The U9, therefore, is very much a money-no-object car with a crucial role to play in establishing the automotive firm’s permanence. At the same time, BYD, at a group level, is quickly establishing itself as a key supplier to Apple, manufacturing the company’s keyboards, iPads, and VisionPro, while it is also one of the world’s largest battery manufacturers. The technological scale and heft of BYD, with its 968,900 employees, can scarcely be contemplated.

U9 Xtreme. Image courtesy of BYD via LinkedIn.

The U9’s use of 3D printing could reverberate very widely indeed, therefore. The U9 uses additive components to reduce weight but also to make a more rigid, well-balanced car. Crash survivability was also important. The material used was aluminum in LPBF. The car utilizes a “Printing HyperCell structure,” a global first in automotive use, which integrates internal cavities and ribs in a honeycomb-like design. The new structure reportedly increases torsional stiffness by more than 200% compared to solid equivalents of the same weight.
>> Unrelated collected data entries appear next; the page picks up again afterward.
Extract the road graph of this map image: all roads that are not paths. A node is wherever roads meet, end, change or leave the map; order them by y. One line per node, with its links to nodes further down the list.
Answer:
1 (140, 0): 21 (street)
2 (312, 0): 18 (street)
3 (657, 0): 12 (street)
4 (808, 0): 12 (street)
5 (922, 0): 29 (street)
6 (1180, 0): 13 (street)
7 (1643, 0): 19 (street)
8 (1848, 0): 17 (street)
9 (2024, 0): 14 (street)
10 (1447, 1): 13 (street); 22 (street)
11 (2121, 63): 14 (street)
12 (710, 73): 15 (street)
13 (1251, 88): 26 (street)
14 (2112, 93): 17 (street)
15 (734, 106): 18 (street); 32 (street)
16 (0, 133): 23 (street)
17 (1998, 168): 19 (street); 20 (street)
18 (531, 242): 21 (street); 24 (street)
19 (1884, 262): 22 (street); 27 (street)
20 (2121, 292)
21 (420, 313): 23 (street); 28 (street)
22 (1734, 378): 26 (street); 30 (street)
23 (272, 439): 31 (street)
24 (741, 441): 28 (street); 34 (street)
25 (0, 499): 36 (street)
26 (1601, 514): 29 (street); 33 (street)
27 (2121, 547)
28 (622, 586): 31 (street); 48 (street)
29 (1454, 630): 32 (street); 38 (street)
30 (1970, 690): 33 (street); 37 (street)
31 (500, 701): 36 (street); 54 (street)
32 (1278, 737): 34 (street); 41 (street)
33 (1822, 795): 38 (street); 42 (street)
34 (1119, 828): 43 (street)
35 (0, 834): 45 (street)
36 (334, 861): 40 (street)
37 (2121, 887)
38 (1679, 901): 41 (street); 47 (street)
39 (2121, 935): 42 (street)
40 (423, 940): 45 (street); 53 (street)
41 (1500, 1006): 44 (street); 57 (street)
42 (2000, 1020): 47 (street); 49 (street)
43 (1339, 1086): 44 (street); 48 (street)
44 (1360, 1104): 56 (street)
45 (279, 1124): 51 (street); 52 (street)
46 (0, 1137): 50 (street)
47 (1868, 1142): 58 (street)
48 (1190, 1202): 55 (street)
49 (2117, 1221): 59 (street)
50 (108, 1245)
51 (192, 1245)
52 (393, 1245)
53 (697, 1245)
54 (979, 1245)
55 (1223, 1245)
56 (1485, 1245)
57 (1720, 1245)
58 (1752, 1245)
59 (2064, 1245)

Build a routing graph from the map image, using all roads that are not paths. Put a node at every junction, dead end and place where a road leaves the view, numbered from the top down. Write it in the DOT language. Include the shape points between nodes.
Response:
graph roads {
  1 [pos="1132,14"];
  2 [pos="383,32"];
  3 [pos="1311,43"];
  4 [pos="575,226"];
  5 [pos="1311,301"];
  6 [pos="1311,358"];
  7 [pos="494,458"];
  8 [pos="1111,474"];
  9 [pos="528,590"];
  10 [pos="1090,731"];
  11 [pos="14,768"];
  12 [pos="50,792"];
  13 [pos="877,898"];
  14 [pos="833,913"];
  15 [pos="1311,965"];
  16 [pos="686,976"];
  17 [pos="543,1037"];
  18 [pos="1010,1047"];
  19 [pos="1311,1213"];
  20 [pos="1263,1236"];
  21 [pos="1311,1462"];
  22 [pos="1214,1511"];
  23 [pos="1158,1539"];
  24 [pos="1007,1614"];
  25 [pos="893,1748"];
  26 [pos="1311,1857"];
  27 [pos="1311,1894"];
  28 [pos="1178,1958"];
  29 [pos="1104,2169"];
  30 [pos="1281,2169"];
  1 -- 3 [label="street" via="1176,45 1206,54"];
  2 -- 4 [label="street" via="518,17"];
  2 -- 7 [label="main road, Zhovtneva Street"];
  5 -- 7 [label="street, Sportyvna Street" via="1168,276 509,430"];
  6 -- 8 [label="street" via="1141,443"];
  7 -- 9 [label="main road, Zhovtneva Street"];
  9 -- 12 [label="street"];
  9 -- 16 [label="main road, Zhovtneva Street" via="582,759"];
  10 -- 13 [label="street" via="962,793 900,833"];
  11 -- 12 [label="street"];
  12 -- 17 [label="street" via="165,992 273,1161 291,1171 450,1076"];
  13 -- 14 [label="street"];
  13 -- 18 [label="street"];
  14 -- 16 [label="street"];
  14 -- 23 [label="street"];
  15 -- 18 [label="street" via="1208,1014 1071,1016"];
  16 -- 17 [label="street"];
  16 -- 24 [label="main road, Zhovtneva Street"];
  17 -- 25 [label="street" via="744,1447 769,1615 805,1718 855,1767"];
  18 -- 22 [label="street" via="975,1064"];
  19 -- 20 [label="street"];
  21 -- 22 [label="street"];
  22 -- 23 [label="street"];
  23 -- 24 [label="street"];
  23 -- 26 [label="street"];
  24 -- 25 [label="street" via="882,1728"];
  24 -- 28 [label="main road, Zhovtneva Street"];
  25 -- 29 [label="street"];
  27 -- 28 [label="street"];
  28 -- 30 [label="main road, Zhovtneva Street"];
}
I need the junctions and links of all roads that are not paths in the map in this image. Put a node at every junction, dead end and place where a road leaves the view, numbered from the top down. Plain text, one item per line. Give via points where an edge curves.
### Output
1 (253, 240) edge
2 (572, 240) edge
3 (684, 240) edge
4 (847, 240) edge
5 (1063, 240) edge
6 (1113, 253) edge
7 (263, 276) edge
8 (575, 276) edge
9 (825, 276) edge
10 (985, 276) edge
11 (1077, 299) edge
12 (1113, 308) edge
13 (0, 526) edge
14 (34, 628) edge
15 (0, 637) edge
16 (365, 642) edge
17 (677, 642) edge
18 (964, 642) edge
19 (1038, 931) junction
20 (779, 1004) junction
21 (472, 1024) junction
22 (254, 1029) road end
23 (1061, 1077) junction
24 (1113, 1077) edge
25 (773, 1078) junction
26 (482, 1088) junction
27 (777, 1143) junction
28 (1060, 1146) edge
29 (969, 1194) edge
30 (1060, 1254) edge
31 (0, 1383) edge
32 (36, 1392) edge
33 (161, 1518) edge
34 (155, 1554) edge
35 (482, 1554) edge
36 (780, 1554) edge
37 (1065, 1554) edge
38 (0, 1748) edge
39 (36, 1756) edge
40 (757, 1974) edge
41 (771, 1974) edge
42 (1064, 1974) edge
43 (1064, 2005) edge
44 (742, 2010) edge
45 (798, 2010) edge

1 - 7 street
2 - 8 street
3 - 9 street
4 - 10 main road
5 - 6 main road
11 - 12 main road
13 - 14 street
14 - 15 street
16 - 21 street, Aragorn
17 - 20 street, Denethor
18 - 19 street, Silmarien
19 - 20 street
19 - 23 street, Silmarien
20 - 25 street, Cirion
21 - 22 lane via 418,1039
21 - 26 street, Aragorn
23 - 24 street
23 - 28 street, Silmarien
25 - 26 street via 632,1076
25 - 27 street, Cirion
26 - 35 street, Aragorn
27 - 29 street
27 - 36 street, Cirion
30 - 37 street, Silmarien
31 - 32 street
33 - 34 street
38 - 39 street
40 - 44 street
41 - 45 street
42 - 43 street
The company also stated that the structure, known as the Printing HyperCell hyper-dimensional honeycomb technology, was made possible due to the team’s ability to compensate for warp in the thin-walled cell structure through dynamic compensation. They claim that they have tolerances of less than 0.1mm on mating surfaces. The body was not designed to be as rigid as possible, but rather to respond well at high speeds while being as stable as possible while driving at various speeds. The firm wants to continue with this approach and additionally use more additive and aerospace in future vehicles. 

The 3D printed honeycomb frame. Image courtesy of BYD.

One remarkable thing, overlooked by some other translations of the original text, is that the team claims to have developed its own aluminum alloy for this project, with the necessary yield strength and other characteristics for these chassis components.

Researcher Yang Feng stated, “The ultra-liberalized 3D printed body structure perfectly matches and efficiently connects various systems, realizing the deep coupling of the whole vehicle and greatly improving track-level handling stability.”

This kind of advanced thinking about flow and designing the entire chassis, performance, and system around additive is an example of very advanced use of the technology. Using 3D printing not only to optimize a part or even add to the optimization of a system, but also to design the system with additive in mind and make use of additive to optimize the interaction of that system, is something that few are doing.

The 3D printed honeycomb frame. Image courtesy of BYD.

Will additive be used more in cars? Super and hypercars, sure. We do not know if this usage will trickle down to less expensive automotive products. But if we just determine the future of the supercar and use it for the development of hypercars of the future, it would be a huge step forward for us. If 3D printing goes from being used for a few small components to determining the performance of the vehicle, then we will be well on our way to relevance.